%%

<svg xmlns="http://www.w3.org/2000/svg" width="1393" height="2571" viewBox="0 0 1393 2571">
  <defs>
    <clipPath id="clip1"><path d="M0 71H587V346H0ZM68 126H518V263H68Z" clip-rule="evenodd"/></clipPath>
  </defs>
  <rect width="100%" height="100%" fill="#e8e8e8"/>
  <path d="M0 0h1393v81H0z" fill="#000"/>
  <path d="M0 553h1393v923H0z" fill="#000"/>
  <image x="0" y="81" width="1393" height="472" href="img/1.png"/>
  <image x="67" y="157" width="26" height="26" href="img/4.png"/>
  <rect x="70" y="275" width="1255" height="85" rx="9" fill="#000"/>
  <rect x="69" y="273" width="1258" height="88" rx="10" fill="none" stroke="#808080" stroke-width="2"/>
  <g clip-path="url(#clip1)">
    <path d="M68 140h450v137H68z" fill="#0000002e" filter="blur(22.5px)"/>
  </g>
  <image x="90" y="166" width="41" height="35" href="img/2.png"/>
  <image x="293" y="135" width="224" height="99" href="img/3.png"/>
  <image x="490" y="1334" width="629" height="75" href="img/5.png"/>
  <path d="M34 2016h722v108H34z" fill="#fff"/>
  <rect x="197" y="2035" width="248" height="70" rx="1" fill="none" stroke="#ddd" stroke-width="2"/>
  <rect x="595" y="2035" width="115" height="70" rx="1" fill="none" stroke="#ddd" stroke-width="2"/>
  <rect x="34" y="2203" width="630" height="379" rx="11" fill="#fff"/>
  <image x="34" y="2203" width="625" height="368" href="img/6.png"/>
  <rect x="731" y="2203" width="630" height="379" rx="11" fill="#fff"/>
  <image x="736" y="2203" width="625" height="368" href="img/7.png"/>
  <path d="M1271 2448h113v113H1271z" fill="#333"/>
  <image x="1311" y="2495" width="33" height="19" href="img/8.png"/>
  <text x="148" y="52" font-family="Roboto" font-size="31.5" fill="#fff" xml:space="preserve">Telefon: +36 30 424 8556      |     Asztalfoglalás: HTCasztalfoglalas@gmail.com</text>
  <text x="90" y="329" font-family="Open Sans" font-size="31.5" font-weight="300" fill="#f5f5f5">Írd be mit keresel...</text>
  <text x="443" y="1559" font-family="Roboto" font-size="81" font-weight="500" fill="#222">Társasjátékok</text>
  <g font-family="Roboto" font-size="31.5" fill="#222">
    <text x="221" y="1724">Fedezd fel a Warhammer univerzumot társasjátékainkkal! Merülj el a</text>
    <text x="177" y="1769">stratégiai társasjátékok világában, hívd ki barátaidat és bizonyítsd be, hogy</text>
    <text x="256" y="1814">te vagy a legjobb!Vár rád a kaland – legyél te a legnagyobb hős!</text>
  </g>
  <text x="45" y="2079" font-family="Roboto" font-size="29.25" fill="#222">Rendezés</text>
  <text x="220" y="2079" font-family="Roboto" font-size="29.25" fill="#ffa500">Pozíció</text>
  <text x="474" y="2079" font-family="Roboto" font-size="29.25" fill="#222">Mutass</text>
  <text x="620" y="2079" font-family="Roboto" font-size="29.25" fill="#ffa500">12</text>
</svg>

%%

Assigned task:
All lines of the material that contain the word "rect" should be listed.

Solution to this problem:
  <rect width="100%" height="100%" fill="#e8e8e8"/>
  <rect x="70" y="275" width="1255" height="85" rx="9" fill="#000"/>
  <rect x="69" y="273" width="1258" height="88" rx="10" fill="none" stroke="#808080" stroke-width="2"/>
  <rect x="197" y="2035" width="248" height="70" rx="1" fill="none" stroke="#ddd" stroke-width="2"/>
  <rect x="595" y="2035" width="115" height="70" rx="1" fill="none" stroke="#ddd" stroke-width="2"/>
  <rect x="34" y="2203" width="630" height="379" rx="11" fill="#fff"/>
  <rect x="731" y="2203" width="630" height="379" rx="11" fill="#fff"/>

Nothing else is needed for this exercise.